* [EXERCISE DETAILS]:
Return all the entries exactly. No pictures.

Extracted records
________________________________________

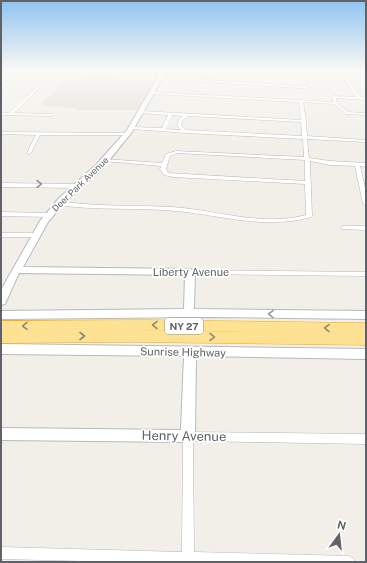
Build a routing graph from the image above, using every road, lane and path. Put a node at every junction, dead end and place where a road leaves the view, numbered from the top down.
1 (29, 96) edge
2 (151, 96) edge
3 (214, 96) edge
4 (358, 98) joint
5 (366, 99) edge
6 (301, 101) junction
7 (335, 103) junction
8 (142, 112) junction
9 (171, 113) junction
10 (1, 114) edge
11 (10, 114) junction
12 (188, 114) junction
13 (366, 114) edge
14 (51, 115) dead end
15 (304, 121) junction
16 (132, 128) junction
17 (163, 130) junction
18 (186, 132) junction
19 (1, 133) edge
20 (39, 133) junction
21 (127, 134) junction
22 (305, 138) junction
23 (366, 140) edge
24 (29, 153) dead end
25 (307, 159) junction
26 (104, 160) junction
27 (357, 164) junction
28 (163, 165) junction
29 (366, 165) edge
30 (308, 183) junction
31 (1, 185) edge
32 (78, 186) junction
33 (365, 193) edge
34 (59, 203) junction
35 (366, 204) edge
36 (1, 214) edge
37 (48, 215) junction
38 (343, 228) dead end
39 (366, 228) edge
40 (1, 235) edge
41 (35, 235) junction
42 (16, 270) junction
43 (190, 272) junction
44 (366, 274) edge
45 (5, 282) edge
46 (1, 302) edge
47 (189, 313) junction
48 (1, 315) edge
49 (366, 315) edge
50 (1, 326) edge
51 (366, 328) edge
52 (1, 337) edge
53 (366, 339) edge
54 (1, 349) edge
55 (190, 352) junction
56 (366, 354) edge
57 (1, 434) edge
58 (188, 436) junction
59 (366, 439) edge
60 (1, 553) edge
61 (188, 558) junction
62 (349, 562) edge

1 - 11 street
2 - 8 main road, Deer Park Avenue
3 - 6 street
4 - 5 street
4 - 7 street
6 - 7 street
6 - 15 street
7 - 13 street
8 - 9 street
8 - 16 main road, Deer Park Avenue
9 - 12 street
9 - 17 street
10 - 11 street
11 - 14 street
12 - 15 street
12 - 18 street
15 - 22 street
16 - 17 street
16 - 21 main road, Deer Park Avenue
17 - 18 street
18 - 22 street
19 - 20 street
20 - 21 street
20 - 24 street
21 - 26 main road, Deer Park Avenue
22 - 23 street
22 - 25 street
25 - 27 street
25 - 28 street
25 - 30 street
26 - 28 street
26 - 32 main road, Deer Park Avenue
27 - 29 street
27 - 33 street
28 - 30 street
30 - 34 street
31 -> 32 street
32 - 34 main road, Deer Park Avenue
33 - 35 street
34 - 37 main road, Deer Park Avenue
36 - 37 street
37 - 41 main road, Deer Park Avenue
38 - 39 street
40 - 41 street
41 - 42 main road, Deer Park Avenue
42 - 43 main road, Liberty Avenue
42 - 45 main road, Deer Park Avenue
43 - 44 street, Liberty Avenue
43 - 47 main road
45 - 46 main road, Deer Park Avenue
47 - 48 main road
49 -> 47 main road
51 -> 50 highway, NY 27
52 -> 53 highway, Sunrise Highway / NY 27
54 - 55 main road, Sunrise Highway
55 - 56 main road, Sunrise Highway
55 - 58 main road
57 - 58 main road, Henry Avenue
58 - 59 street, Henry Avenue
58 - 61 street
60 - 61 street
61 - 62 street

________________________________________

* [RESULT BELOW]:
Build a routing graph from the image above, using every road, lane and path. Put a node at every junction, dead end and place where a road leaves the view, numbered from the top down.
1 (29, 96) edge
2 (151, 96) edge
3 (214, 96) edge
4 (358, 98) joint
5 (366, 99) edge
6 (301, 101) junction
7 (335, 103) junction
8 (142, 112) junction
9 (171, 113) junction
10 (1, 114) edge
11 (10, 114) junction
12 (188, 114) junction
13 (366, 114) edge
14 (51, 115) dead end
15 (304, 121) junction
16 (132, 128) junction
17 (163, 130) junction
18 (186, 132) junction
19 (1, 133) edge
20 (39, 133) junction
21 (127, 134) junction
22 (305, 138) junction
23 (366, 140) edge
24 (29, 153) dead end
25 (307, 159) junction
26 (104, 160) junction
27 (357, 164) junction
28 (163, 165) junction
29 (366, 165) edge
30 (308, 183) junction
31 (1, 185) edge
32 (78, 186) junction
33 (365, 193) edge
34 (59, 203) junction
35 (366, 204) edge
36 (1, 214) edge
37 (48, 215) junction
38 (343, 228) dead end
39 (366, 228) edge
40 (1, 235) edge
41 (35, 235) junction
42 (16, 270) junction
43 (190, 272) junction
44 (366, 274) edge
45 (5, 282) edge
46 (1, 302) edge
47 (189, 313) junction
48 (1, 315) edge
49 (366, 315) edge
50 (1, 326) edge
51 (366, 328) edge
52 (1, 337) edge
53 (366, 339) edge
54 (1, 349) edge
55 (190, 352) junction
56 (366, 354) edge
57 (1, 434) edge
58 (188, 436) junction
59 (366, 439) edge
60 (1, 553) edge
61 (188, 558) junction
62 (349, 562) edge

1 - 11 street
2 - 8 main road, Deer Park Avenue
3 - 6 street
4 - 5 street
4 - 7 street
6 - 7 street
6 - 15 street
7 - 13 street
8 - 9 street
8 - 16 main road, Deer Park Avenue
9 - 12 street
9 - 17 street
10 - 11 street
11 - 14 street
12 - 15 street
12 - 18 street
15 - 22 street
16 - 17 street
16 - 21 main road, Deer Park Avenue
17 - 18 street
18 - 22 street
19 - 20 street
20 - 21 street
20 - 24 street
21 - 26 main road, Deer Park Avenue
22 - 23 street
22 - 25 street
25 - 27 street
25 - 28 street
25 - 30 street
26 - 28 street
26 - 32 main road, Deer Park Avenue
27 - 29 street
27 - 33 street
28 - 30 street
30 - 34 street
31 -> 32 street
32 - 34 main road, Deer Park Avenue
33 - 35 street
34 - 37 main road, Deer Park Avenue
36 - 37 street
37 - 41 main road, Deer Park Avenue
38 - 39 street
40 - 41 street
41 - 42 main road, Deer Park Avenue
42 - 43 main road, Liberty Avenue
42 - 45 main road, Deer Park Avenue
43 - 44 street, Liberty Avenue
43 - 47 main road
45 - 46 main road, Deer Park Avenue
47 - 48 main road
49 -> 47 main road
51 -> 50 highway, NY 27
52 -> 53 highway, Sunrise Highway / NY 27
54 - 55 main road, Sunrise Highway
55 - 56 main road, Sunrise Highway
55 - 58 main road
57 - 58 main road, Henry Avenue
58 - 59 street, Henry Avenue
58 - 61 street
60 - 61 street
61 - 62 street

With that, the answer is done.